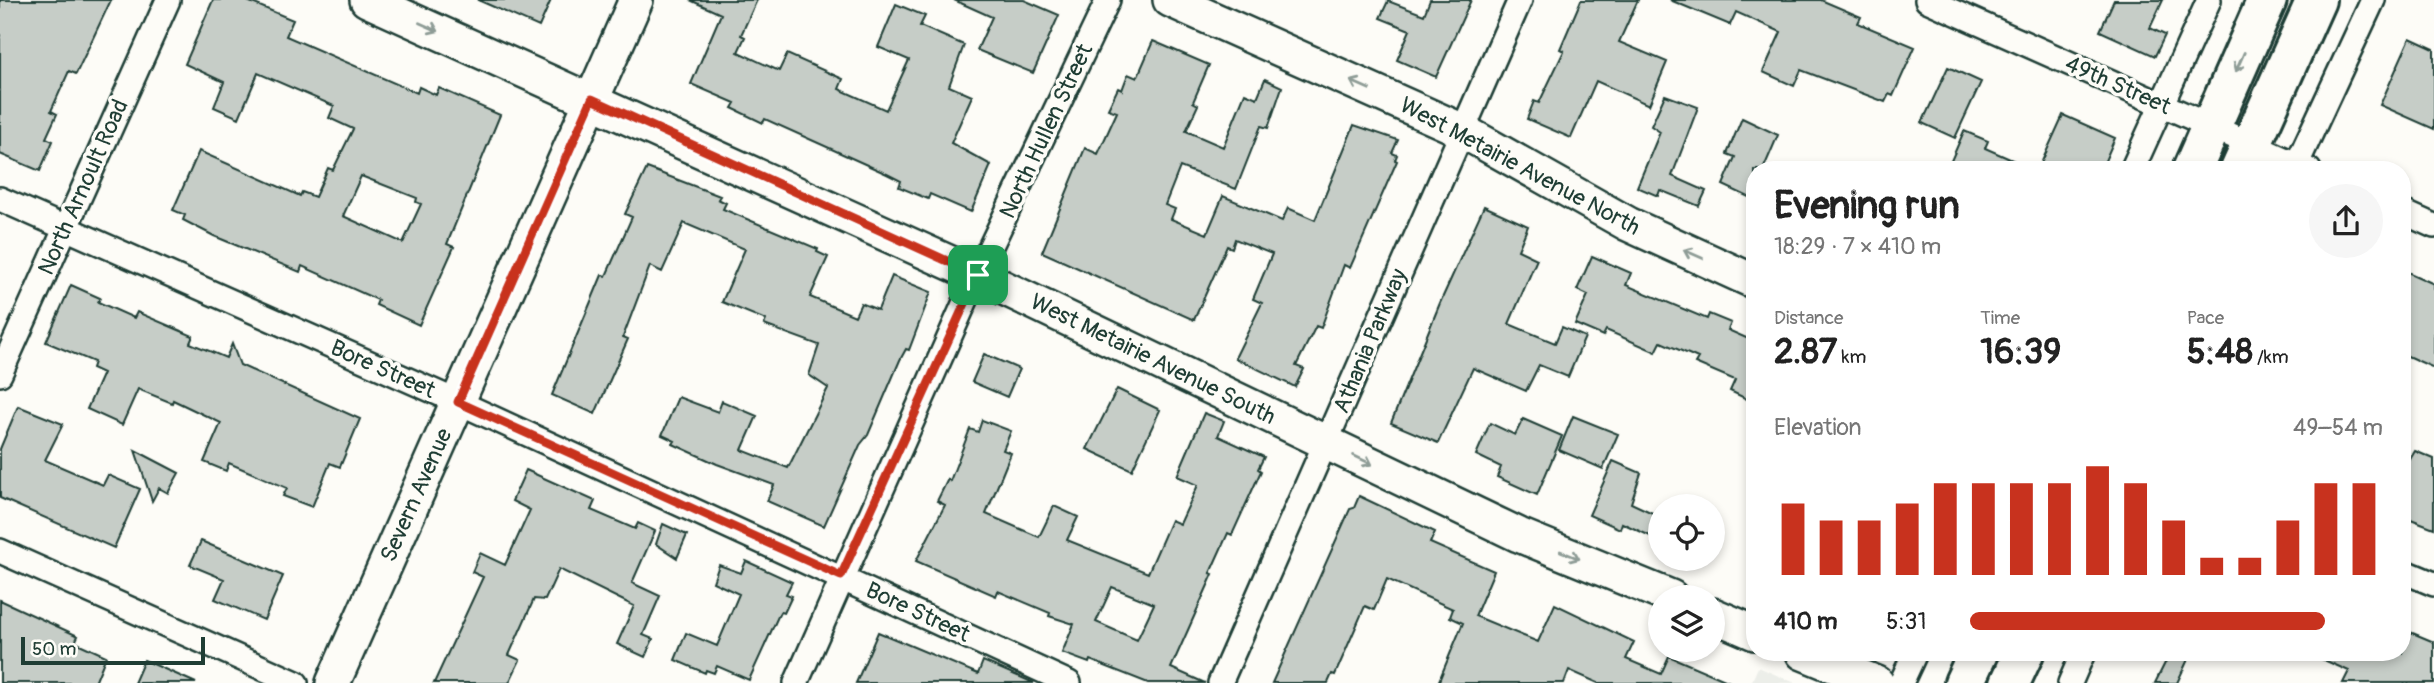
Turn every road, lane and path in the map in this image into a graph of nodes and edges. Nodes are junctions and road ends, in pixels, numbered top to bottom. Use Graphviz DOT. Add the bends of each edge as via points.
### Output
graph roads {
  1 [pos="168,0"];
  2 [pos="367,0"];
  3 [pos="636,0"];
  4 [pos="1108,0"];
  5 [pos="1170,0"];
  6 [pos="1520,0"];
  7 [pos="1927,0"];
  8 [pos="2209,0"];
  9 [pos="2267,0"];
  10 [pos="2316,0"];
  11 [pos="2373,0"];
  12 [pos="592,99"];
  13 [pos="2161,104"];
  14 [pos="2211,127"];
  15 [pos="1461,130"];
  16 [pos="2246,157"];
  17 [pos="2136,161"];
  18 [pos="2196,161"];
  19 [pos="2266,161"];
  20 [pos="2303,161"];
  21 [pos="0,199"];
  22 [pos="2411,216"];
  23 [pos="2434,226"];
  24 [pos="65,227"];
  25 [pos="978,275"];
  26 [pos="1746,278"];
  27 [pos="0,374"];
  28 [pos="458,402"];
  29 [pos="1326,442"];
  30 [pos="0,551"];
  31 [pos="2411,574"];
  32 [pos="841,576"];
  33 [pos="2434,584"];
  34 [pos="1648,588"];
  35 [pos="1725,620"];
  36 [pos="1746,629"];
  37 [pos="1823,661"];
  38 [pos="1911,661"];
  39 [pos="1974,661"];
  40 [pos="2080,661"];
  41 [pos="296,683"];
  42 [pos="333,683"];
  43 [pos="796,683"];
  44 [pos="1069,683"];
  45 [pos="1220,683"];
  46 [pos="1877,683"];
  47 [pos="1901,683"];
  48 [pos="1964,683"];
  49 [pos="2070,683"];
  1 -- 24 [label="street, North Arnoult Road"];
  2 -- 12 [label="main road, West Metairie Avenue South, one-way"];
  3 -- 12 [label="main road, Severn Avenue"];
  4 -- 25 [label="street, North Hullen Street"];
  15 -- 5 [label="main road, West Metairie Avenue North, one-way"];
  6 -- 15 [label="street, Athania Parkway"];
  7 -- 13 [label="street, 49th Street"];
  8 -- 13 [label="street"];
  9 -- 14 [label="highway, one-way"];
  10 -- 16 [label="highway"];
  11 -- 20 [label="street"];
  12 -- 25 [label="main road, West Metairie Avenue South"];
  12 -- 28 [label="main road, Severn Avenue"];
  13 -- 14 [label="street, 49th Street"];
  13 -- 17 [label="street"];
  14 -- 16 [label="street, 49th Street"];
  14 -- 18 [label="highway"];
  26 -- 15 [label="main road, West Metairie Avenue North, one-way" via="1628,224"];
  15 -- 29 [label="street, Athania Parkway"];
  16 -- 19 [label="street, 49th Street"];
  21 -- 24 [label="street, Bore Street"];
  22 -- 23 [label="street"];
  24 -- 27 [label="street, North Arnoult Road"];
  24 -- 28 [label="street, Bore Street"];
  25 -- 29 [label="main road, West Metairie Avenue South"];
  25 -- 32 [label="street, North Hullen Street"];
  28 -- 32 [label="street, Bore Street"];
  28 -- 42 [label="main road, Severn Avenue"];
  29 -- 34 [label="main road, West Metairie Avenue South, one-way" via="1519,535"];
  29 -- 45 [label="street, Athania Parkway"];
  30 -- 41 [label="street"];
  31 -- 33 [label="street"];
  32 -- 43 [label="street, North Hullen Street"];
  32 -- 44 [label="street, Bore Street"];
  35 -- 36 [label="main road"];
  37 -- 46 [label="main road"];
  38 -- 47 [label="street"];
  39 -- 48 [label="highway"];
  40 -- 49 [label="street"];
}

> EXERCISE BRIEF:
Go through the listing above line by line and state how many lines include the string "main". Write only the number.

> RESPONSE TO THIS TASK:
11